**EXERCISE DESCRIPTION:**
Scan the records for "UHLENBURGWEG" and copy each line that contains it.

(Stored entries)
****
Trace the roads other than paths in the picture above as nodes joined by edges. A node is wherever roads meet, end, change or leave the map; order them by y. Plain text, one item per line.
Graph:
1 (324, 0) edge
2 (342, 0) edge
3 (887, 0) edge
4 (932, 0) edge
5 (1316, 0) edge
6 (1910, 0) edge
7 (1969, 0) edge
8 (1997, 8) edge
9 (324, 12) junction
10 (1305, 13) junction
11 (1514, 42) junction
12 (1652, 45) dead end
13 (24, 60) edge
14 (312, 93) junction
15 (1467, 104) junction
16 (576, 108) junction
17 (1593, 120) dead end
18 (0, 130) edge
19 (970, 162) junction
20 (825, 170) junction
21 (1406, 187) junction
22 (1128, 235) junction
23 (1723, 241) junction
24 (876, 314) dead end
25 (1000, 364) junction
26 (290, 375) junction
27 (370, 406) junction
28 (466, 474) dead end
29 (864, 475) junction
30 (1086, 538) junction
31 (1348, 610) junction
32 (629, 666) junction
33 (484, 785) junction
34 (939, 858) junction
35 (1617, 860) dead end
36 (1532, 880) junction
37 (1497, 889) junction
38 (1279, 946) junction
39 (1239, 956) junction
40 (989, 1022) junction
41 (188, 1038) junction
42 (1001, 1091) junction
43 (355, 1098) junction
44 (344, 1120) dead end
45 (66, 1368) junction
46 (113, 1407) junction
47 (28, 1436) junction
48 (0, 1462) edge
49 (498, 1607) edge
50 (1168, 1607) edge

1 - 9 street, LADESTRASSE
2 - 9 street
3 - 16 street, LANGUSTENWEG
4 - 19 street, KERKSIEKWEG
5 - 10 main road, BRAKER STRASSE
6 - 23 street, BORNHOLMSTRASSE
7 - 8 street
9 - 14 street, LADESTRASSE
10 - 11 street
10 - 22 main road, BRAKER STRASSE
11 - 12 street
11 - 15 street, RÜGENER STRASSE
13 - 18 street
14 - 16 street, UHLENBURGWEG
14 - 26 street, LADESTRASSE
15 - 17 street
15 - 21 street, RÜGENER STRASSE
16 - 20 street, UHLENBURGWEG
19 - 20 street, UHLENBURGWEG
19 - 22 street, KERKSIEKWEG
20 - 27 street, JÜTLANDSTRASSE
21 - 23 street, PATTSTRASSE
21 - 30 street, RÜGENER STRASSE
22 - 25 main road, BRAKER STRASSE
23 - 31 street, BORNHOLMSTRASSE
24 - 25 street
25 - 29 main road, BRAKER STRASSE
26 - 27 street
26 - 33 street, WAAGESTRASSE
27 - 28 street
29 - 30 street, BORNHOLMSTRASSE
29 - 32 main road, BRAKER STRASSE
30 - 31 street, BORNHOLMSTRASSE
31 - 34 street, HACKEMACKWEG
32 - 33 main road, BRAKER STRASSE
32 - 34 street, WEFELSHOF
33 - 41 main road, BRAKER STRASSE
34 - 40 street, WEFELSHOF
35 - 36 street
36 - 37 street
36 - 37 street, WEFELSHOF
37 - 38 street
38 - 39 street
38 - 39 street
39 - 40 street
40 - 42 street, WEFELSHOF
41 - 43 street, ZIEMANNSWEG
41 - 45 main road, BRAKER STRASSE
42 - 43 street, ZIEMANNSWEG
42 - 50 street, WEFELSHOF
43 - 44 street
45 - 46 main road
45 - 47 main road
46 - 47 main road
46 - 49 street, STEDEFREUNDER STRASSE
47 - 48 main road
****
**EXERCISE ANSWER:**
14 - 16 street, UHLENBURGWEG
16 - 20 street, UHLENBURGWEG
19 - 20 street, UHLENBURGWEG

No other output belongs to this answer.